MA8701 Advanced methods in statistical inference and learning
Part 3: Ensembles. L15: Stacked ensembles
Course homepage: https://wiki.math.ntnu.no/ma8701/2023v/start
Before we start
Literature
Supporting literature
Ensembles - overview
(ELS Ch 16.1)
With ensembles we want to build one prediction model which combines the strength of a collection of models.
These models may be simple base models - or more elaborate models.
We have studied bagging - where we use the bootstrap to repeatedly fit a statistical model, and then take a simple average of the predictions (or majority vote). Here the base models can be trees - or other type of models.
Random forest is a version of bagging with trees, with trees made to be different (decorrelated).
We have studied boosting, where the models are trained on sequentially different data - from residuals or gradients of loss functions - and the ensemble members cast weighted votes (downweighted by a learning rate). We have observed that there are many hyperparameters that need to be to tuned to optimize performance.
Stacked ensembles
aka super learner or generalized stacking
What is it?
The Stacked Esembles is an algorithm that combines
- multiple, (typically) diverse prediction methods (learning algorithms) called base learners (first-level) into a
- a second-level metalearner - which can be seen as a single method.
Development:
- 1992: stacking introduce for neural nets by Wolpert
- 1996: adapted to regression problems by Breiman - but only for one type of methods at once (CART with different number of terminal nodes, GLMs with subset selection, ridge regression with different ridge penalty parameters) Breiman (1996)

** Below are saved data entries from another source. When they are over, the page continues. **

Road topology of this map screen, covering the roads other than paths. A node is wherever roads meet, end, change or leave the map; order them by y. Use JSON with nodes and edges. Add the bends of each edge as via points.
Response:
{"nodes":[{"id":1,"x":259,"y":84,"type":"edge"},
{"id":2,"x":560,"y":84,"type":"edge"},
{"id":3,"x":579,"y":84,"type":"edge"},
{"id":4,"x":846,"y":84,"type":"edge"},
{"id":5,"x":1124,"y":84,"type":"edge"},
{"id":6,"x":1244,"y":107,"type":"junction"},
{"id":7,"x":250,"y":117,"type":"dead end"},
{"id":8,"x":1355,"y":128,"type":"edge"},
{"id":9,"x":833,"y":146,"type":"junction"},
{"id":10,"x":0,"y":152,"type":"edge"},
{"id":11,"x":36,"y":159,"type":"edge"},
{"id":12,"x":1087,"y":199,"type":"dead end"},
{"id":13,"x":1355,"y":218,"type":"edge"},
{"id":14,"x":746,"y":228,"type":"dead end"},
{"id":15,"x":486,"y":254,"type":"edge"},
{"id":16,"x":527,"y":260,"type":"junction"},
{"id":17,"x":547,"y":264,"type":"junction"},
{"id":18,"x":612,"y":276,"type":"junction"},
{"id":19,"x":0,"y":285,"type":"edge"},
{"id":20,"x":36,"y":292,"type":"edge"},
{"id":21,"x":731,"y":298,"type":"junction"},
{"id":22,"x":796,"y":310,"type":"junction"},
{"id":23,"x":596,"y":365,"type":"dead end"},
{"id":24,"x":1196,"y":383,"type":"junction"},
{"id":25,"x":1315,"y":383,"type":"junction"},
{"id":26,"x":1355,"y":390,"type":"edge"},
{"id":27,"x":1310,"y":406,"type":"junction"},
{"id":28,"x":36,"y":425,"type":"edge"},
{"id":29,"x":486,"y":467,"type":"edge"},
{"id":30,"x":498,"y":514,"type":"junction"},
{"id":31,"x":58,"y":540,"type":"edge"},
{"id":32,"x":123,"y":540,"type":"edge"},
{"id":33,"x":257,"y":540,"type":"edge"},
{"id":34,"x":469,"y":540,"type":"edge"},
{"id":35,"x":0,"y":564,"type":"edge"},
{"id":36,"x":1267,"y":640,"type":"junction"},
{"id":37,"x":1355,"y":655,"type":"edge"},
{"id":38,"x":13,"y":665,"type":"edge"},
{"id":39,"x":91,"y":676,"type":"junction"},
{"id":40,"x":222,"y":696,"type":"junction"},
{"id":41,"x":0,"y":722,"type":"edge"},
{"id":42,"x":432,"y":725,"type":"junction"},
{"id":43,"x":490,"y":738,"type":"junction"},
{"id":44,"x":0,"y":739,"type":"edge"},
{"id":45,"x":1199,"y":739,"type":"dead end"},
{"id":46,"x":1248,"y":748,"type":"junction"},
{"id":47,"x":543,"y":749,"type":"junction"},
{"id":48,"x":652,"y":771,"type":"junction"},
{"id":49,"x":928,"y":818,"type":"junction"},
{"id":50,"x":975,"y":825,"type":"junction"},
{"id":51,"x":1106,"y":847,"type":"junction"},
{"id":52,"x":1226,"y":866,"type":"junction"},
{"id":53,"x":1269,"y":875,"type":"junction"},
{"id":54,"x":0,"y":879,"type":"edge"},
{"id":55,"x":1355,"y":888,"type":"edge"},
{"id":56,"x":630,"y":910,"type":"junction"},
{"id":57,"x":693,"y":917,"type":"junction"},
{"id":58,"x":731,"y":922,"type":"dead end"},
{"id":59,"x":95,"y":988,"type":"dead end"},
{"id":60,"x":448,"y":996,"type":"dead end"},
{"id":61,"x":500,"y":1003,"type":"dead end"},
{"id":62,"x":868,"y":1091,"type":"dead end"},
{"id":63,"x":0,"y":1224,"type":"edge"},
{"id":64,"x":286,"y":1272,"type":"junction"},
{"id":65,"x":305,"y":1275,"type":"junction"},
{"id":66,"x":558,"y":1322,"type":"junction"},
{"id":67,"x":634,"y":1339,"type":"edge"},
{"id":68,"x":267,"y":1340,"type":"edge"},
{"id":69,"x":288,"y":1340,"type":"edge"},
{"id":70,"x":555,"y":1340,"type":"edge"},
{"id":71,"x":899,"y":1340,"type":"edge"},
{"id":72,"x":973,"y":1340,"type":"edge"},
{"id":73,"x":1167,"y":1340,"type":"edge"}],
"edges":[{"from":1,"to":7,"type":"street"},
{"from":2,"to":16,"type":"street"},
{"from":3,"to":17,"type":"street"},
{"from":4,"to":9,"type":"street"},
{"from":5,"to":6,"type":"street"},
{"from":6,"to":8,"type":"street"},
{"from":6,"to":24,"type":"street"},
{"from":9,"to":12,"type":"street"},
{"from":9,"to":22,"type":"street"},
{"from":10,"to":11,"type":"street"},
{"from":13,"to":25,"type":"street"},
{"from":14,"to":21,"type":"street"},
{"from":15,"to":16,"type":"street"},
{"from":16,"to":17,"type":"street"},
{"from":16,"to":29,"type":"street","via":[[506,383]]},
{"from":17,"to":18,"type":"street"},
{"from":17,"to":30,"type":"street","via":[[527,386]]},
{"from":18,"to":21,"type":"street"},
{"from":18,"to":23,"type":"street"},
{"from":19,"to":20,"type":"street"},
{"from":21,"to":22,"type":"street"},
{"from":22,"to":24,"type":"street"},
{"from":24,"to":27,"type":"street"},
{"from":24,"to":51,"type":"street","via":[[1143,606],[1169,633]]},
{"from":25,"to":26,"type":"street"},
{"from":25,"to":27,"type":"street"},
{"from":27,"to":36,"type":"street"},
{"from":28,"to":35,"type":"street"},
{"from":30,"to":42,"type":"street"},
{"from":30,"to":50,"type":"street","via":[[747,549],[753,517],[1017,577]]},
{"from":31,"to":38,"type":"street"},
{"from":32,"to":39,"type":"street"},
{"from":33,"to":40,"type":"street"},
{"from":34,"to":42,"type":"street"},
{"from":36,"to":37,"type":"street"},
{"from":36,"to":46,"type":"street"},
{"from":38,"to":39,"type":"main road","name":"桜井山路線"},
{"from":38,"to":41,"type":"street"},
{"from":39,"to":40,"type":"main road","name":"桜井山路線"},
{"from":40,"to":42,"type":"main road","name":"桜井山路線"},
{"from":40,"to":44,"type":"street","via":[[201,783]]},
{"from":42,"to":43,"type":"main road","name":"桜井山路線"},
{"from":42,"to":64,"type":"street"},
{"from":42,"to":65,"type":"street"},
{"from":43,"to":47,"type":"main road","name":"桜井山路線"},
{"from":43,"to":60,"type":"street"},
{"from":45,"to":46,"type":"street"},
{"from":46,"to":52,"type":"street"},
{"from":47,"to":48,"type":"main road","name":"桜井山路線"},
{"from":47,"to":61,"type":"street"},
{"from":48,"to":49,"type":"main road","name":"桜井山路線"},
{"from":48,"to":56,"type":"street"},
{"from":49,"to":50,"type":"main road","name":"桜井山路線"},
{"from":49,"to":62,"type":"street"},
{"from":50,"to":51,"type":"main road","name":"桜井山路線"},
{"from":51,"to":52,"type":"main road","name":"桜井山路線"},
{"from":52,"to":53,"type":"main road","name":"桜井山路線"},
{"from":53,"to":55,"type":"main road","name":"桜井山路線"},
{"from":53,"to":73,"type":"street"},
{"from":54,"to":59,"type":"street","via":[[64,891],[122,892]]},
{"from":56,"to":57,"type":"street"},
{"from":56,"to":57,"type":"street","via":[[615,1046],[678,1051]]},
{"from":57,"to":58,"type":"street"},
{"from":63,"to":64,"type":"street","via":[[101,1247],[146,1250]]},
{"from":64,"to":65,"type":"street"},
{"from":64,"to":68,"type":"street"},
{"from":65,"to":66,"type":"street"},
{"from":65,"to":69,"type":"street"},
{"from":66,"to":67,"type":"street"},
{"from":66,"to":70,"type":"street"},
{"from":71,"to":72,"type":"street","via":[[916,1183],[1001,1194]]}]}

- 2006: proven to have asymptotic theoretical oracle property by Laan, Polley, and Hubbard (2007)
- 2015: extensions in phd thesis by Erin LeDell LeDell (2015)
Ingredients:
Training data (level-zero data) \(O_i=(X_i,Y_i)\) of \(N\) i.i.d observations.
A total of \(L\) base learning algorithms \(\Psi^l\) for \(l=1,\ldots,L\), each from some algorithmic class and each with a specific set of model parameters.
A metalearner \({\boldsymbol \Phi}\) is used to find an optimal combination of the \(L\) base learners.
Algorithm
Step 1: Produce level-one data \({\boldsymbol Z}\)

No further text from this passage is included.